Interpreting Dreams, Life, and the Big Story
When I was at a point in writing my novel, Post Rock Limestone Caryatids, that I had more behind me than in front, I had a dream that I was sort of a motherly person to a band of runaway kids. They had no one else to look after them; I did what I could. We had a bond of loyalty and mutual trust that comes of surviving difficulty together. There was a teenage boy who I felt particularly close to. He had maybe had some trouble in the past, maybe not all that serious. He had yet to demonstrate any outstanding talents or gifts. But he was a good kid, attentive, quiet, sensitive in ways that you would only notice if you were paying attention, which no one ever had, to this kid. What kind of chance did he have in life? I was going to do everything I could to help him, not just to survive, but to establish a life for himself, to create opportunities for himself to realize whatever potentials he had yet to discover, whatever dreams he might one day allow to blossom in his spirit.
Conflict arose when his abusive father re-entered his life. The father was a surly, bitter man, whose sole way of getting his needs met was to extract them from the people around him, by any means that he could. He located his son and demanded that he come home with him, because it was the son’s responsibility to provide for his father, regardless of any future sacrifices he might have to make in order to take up menial labor and start bringing in paychecks immediately. Wielding the power that only parents have, he took his son home.
I was infuriated. What a shameful twist of logic, to require the son to support the father, instead of the father nurturing and supporting the son. What an ugly, hateful way to raise a child, to thwart any potential before it had been discovered, to extract whatever monetary profit could be gleaned from the relationship. Parenting ought always to be managed with an eye to the day when the child will stretch his wings and leave the nest, to start his own life, to make a way that he owns, free to become what he will become.
But there was nothing I could do for this boy. He had chosen, uncomplaining, to follow his father, and really, what did I have to offer but some kindness and undreamed dreams? He really was a good kid. That was the end of the dream.
There’s a method of interpreting dreams in which everyone and everything in a dream is understood to be a part of the dreamer. It’s not an original idea, but I have no idea what famous psychologist or psychoanalyst presented it. I think I got it from Rosalyn Bruyere, but last time I quoted her, I made a huge gaffe, so don’t go blaming her for anything I say. In this dream, I am the mother, of course; I am the boy; but do I have to claim the father? That hateful, petty man, whose only goal in life was to get his due from other people? Oh, it makes me shiver to think that he is part of me.
Here’s how I interpret this dream. The boy was my novel in progress. I was both mother and father, encouraging, discovering, nurturing; but also wanting to make this creation of mine work for me, to bring me money. Was I willing to thwart its potential to that end? I’m not sure, but I can say that to date, it hasn’t provided any profit, and I don’t hold that against the book. If anything, it’s my fault for not nurturing it adequately, not helping it to find its wings. Don’t ask me what that would mean in practical terms; I honestly have no idea.
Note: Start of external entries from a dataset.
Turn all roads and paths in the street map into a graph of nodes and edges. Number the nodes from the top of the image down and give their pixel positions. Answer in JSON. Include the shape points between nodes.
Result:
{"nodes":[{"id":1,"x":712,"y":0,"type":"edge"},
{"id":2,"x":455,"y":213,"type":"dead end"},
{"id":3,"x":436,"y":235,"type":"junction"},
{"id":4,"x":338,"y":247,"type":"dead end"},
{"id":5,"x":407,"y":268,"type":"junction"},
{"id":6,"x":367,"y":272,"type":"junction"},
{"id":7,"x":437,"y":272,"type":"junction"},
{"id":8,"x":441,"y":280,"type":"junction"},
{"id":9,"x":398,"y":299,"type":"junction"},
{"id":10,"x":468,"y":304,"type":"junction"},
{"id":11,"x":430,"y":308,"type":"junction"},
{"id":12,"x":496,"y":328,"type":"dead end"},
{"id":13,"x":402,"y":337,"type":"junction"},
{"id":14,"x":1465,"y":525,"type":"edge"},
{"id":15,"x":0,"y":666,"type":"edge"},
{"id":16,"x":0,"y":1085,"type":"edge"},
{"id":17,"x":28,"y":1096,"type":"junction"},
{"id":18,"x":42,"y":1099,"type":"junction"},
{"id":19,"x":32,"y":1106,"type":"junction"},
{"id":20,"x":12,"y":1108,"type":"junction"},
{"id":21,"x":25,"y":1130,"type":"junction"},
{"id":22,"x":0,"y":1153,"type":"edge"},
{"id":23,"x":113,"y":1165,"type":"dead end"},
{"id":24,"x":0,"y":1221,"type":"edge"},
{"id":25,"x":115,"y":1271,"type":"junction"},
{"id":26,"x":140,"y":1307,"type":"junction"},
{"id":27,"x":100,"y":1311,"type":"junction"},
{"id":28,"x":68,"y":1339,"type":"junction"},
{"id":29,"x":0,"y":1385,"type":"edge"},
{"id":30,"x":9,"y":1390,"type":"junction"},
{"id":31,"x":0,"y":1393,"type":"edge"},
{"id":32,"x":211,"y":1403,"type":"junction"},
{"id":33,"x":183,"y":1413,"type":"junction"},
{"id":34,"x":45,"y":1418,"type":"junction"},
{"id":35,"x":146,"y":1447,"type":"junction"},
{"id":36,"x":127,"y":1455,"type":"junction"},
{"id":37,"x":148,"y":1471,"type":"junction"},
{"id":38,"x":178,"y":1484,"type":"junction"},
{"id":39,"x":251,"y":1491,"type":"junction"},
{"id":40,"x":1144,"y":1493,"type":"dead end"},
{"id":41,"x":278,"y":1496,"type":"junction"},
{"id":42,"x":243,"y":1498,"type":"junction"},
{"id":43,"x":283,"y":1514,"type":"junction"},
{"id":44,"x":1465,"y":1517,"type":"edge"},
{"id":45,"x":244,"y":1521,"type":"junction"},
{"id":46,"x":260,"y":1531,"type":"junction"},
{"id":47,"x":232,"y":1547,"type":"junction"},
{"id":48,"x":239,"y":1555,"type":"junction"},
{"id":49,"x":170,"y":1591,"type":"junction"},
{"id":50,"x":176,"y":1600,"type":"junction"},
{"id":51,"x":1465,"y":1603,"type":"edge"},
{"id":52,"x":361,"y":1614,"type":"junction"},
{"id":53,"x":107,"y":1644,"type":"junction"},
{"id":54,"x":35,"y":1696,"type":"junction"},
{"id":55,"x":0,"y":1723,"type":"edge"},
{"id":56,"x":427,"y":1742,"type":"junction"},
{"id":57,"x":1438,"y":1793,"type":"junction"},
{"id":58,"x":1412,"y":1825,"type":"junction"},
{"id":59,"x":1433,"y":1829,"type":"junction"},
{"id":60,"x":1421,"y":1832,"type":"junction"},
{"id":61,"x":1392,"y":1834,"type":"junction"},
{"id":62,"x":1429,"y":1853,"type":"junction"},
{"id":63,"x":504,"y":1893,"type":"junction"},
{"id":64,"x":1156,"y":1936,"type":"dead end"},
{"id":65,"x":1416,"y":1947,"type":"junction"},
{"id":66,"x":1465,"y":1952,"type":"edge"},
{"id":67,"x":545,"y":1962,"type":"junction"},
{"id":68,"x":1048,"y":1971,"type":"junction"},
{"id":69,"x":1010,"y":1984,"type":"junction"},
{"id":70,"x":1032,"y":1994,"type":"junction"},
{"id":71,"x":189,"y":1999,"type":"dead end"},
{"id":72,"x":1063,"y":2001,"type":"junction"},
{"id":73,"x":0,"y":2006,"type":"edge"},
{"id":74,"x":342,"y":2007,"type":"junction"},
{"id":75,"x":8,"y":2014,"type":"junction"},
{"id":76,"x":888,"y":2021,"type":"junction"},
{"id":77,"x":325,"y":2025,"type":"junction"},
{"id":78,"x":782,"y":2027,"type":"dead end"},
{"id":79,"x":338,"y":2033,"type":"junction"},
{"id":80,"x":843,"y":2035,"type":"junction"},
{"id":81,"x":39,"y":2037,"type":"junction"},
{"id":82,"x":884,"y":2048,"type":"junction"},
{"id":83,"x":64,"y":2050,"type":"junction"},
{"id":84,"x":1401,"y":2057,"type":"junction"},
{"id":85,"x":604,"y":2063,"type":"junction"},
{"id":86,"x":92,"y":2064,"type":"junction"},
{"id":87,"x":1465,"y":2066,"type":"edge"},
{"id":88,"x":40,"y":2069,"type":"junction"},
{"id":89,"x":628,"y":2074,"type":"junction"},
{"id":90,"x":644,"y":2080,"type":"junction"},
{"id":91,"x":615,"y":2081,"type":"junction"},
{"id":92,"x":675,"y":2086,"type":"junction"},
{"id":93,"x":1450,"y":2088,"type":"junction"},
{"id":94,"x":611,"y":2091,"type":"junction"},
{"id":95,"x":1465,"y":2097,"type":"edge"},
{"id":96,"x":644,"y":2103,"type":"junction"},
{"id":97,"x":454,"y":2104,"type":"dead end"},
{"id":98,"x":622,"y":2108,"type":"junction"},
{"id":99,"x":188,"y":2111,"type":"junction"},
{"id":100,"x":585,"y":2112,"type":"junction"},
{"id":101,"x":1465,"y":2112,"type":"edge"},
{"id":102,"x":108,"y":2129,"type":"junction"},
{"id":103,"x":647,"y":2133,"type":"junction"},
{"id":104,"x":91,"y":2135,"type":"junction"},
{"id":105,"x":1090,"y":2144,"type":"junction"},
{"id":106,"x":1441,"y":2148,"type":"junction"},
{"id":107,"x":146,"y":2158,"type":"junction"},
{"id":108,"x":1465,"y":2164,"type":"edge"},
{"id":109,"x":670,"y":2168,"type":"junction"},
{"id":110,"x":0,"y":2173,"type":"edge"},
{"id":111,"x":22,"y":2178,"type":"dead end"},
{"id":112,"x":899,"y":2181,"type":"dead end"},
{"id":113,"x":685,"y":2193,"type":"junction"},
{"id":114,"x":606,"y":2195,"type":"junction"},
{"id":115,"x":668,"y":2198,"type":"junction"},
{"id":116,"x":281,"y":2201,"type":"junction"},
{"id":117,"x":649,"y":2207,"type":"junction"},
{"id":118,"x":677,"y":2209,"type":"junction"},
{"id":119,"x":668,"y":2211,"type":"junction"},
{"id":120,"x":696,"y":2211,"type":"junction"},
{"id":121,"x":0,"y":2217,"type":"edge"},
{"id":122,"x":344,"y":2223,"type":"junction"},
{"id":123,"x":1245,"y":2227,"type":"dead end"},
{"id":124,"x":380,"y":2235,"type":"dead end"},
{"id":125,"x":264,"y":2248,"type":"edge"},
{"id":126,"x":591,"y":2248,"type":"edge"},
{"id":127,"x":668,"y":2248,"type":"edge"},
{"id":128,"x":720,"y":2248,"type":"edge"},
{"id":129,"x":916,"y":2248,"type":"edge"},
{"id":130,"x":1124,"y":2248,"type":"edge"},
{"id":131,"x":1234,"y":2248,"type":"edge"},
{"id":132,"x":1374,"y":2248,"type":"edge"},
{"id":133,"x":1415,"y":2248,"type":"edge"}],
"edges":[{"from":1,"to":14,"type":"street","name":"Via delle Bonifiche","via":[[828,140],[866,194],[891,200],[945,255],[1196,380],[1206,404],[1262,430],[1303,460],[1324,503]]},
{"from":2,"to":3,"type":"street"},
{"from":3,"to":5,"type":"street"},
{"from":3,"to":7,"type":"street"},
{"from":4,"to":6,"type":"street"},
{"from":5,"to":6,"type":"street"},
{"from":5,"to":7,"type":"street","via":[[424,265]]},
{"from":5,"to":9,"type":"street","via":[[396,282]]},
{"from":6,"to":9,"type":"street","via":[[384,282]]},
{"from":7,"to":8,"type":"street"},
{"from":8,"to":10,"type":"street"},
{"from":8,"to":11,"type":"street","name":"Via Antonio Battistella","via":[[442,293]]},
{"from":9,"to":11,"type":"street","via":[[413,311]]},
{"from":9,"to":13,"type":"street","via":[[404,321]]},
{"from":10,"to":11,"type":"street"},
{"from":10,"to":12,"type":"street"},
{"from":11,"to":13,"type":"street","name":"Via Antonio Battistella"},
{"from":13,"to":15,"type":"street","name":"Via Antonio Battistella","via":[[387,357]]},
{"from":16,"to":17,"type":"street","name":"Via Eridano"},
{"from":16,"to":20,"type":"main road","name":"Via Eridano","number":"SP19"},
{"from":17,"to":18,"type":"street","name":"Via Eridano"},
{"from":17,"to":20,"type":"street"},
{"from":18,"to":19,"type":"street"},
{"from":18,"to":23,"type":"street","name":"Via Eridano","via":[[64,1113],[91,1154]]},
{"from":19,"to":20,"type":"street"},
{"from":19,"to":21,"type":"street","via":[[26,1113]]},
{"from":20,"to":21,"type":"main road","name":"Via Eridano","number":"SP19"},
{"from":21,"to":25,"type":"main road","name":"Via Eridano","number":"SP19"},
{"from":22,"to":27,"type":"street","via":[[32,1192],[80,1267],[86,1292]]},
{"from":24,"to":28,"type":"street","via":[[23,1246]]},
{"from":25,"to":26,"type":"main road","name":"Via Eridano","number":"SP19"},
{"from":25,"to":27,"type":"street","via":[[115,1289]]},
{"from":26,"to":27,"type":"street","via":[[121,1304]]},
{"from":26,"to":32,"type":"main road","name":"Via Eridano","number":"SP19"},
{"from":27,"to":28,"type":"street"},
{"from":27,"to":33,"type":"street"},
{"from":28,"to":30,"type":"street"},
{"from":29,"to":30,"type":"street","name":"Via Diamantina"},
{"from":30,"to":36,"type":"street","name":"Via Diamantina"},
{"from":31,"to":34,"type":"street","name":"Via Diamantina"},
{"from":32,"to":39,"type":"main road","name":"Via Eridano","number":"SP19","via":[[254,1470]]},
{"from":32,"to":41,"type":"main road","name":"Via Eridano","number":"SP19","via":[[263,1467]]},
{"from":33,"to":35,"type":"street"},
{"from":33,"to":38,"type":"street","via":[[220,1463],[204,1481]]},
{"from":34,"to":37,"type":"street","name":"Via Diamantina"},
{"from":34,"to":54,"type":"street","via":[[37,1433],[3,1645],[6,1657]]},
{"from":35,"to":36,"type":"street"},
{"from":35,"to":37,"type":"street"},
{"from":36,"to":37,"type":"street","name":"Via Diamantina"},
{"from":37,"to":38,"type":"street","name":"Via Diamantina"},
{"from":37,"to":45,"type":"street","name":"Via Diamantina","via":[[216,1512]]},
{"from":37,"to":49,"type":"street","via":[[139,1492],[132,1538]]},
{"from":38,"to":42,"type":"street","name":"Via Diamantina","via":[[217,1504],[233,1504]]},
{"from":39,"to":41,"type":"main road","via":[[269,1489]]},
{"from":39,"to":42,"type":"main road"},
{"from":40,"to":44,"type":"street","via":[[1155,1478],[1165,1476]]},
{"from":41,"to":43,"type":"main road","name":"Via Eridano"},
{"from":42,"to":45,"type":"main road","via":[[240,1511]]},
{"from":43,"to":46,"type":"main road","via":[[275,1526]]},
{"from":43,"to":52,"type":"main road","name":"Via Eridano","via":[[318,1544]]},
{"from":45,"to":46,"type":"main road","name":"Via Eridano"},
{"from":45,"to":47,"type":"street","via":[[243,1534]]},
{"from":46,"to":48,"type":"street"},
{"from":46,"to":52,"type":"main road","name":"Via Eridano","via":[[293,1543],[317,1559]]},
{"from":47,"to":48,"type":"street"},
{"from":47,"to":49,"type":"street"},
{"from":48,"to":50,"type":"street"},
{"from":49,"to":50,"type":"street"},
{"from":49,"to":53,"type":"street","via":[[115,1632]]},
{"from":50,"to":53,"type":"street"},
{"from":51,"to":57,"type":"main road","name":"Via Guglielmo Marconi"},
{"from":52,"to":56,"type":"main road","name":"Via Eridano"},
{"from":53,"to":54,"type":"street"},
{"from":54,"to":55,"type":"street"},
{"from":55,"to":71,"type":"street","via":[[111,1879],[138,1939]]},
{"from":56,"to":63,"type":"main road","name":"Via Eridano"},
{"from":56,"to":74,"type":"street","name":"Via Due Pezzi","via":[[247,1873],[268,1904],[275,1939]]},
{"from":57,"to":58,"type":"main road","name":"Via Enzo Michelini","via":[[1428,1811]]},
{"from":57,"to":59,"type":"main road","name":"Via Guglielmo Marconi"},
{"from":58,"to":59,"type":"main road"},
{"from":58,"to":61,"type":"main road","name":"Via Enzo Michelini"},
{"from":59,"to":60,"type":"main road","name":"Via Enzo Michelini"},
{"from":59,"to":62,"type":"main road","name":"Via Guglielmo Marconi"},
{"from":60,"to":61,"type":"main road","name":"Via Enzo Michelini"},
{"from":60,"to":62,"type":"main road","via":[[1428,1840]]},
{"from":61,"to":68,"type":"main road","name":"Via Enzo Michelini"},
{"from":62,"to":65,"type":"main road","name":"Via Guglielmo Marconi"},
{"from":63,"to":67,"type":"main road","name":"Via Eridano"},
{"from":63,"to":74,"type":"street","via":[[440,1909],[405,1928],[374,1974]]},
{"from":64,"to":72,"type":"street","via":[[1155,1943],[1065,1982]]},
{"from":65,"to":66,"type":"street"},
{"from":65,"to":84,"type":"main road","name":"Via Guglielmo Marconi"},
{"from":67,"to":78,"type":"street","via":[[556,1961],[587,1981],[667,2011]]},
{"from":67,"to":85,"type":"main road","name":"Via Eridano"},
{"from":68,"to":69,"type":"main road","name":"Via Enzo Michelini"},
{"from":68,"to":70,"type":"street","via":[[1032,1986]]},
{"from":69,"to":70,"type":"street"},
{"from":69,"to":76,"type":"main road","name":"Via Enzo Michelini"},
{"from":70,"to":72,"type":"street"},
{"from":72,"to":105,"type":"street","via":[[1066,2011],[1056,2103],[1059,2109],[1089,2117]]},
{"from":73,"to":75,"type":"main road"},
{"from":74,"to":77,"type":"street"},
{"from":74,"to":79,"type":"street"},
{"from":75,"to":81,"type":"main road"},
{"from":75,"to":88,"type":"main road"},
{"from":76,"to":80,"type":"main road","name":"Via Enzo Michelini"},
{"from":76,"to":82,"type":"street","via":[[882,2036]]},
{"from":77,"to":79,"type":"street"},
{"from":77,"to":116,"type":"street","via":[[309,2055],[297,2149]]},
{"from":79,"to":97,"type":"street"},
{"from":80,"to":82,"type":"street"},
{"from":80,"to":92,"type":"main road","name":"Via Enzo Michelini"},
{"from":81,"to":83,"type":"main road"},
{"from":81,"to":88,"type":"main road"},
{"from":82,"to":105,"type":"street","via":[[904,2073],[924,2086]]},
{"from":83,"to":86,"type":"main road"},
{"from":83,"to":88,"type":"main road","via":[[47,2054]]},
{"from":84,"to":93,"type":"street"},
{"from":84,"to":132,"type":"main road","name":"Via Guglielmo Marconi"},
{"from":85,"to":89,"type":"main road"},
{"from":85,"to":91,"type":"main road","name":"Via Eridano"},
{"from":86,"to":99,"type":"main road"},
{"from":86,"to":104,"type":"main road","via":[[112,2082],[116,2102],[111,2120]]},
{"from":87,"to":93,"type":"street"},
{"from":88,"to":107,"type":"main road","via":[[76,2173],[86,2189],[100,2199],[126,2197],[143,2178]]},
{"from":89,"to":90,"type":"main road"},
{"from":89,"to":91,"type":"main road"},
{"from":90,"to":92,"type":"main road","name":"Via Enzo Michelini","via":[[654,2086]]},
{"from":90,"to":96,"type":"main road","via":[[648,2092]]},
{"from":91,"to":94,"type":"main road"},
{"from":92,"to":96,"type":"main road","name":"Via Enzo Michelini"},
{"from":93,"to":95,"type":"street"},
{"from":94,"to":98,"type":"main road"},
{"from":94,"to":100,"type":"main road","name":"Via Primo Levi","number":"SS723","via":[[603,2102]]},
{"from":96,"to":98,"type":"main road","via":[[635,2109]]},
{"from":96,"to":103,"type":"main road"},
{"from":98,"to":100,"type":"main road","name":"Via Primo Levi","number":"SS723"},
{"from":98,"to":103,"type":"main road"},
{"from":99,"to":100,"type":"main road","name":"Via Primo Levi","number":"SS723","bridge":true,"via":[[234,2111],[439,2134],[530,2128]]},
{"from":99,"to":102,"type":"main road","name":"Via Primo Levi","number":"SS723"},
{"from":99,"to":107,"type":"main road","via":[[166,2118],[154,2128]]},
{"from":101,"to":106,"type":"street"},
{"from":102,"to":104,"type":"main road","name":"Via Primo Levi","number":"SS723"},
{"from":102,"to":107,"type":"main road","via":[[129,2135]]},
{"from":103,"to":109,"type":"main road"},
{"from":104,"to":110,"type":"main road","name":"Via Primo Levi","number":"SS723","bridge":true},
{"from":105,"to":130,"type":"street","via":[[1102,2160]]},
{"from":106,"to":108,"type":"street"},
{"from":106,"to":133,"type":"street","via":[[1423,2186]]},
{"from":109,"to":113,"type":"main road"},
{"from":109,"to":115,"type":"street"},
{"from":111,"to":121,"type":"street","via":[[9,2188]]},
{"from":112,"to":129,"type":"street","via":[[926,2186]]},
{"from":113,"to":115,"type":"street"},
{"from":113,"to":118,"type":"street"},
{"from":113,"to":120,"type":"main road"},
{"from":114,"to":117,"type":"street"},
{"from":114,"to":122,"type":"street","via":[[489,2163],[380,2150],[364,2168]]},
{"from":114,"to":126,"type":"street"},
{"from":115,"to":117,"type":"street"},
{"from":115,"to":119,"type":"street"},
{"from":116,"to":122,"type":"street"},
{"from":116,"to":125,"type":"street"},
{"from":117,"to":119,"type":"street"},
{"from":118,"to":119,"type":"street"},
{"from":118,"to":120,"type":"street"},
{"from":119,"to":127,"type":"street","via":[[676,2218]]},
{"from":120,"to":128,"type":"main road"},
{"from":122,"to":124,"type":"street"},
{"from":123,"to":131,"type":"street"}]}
I read the Hunger Games trilogy this week, and I was so impressed, much more than I expected. There’s a Big Story in it, not just a dystopian teenage love triangle or a heroic warrior girl leading an army. Like life and dreams, the Big Story can be interpreted by the “I am everything and everyone” method. I haven’t untangled it all yet, but for some reason this dream inserted itself into my musings. So here it is, and tomorrow I’ll write about Hunger Games.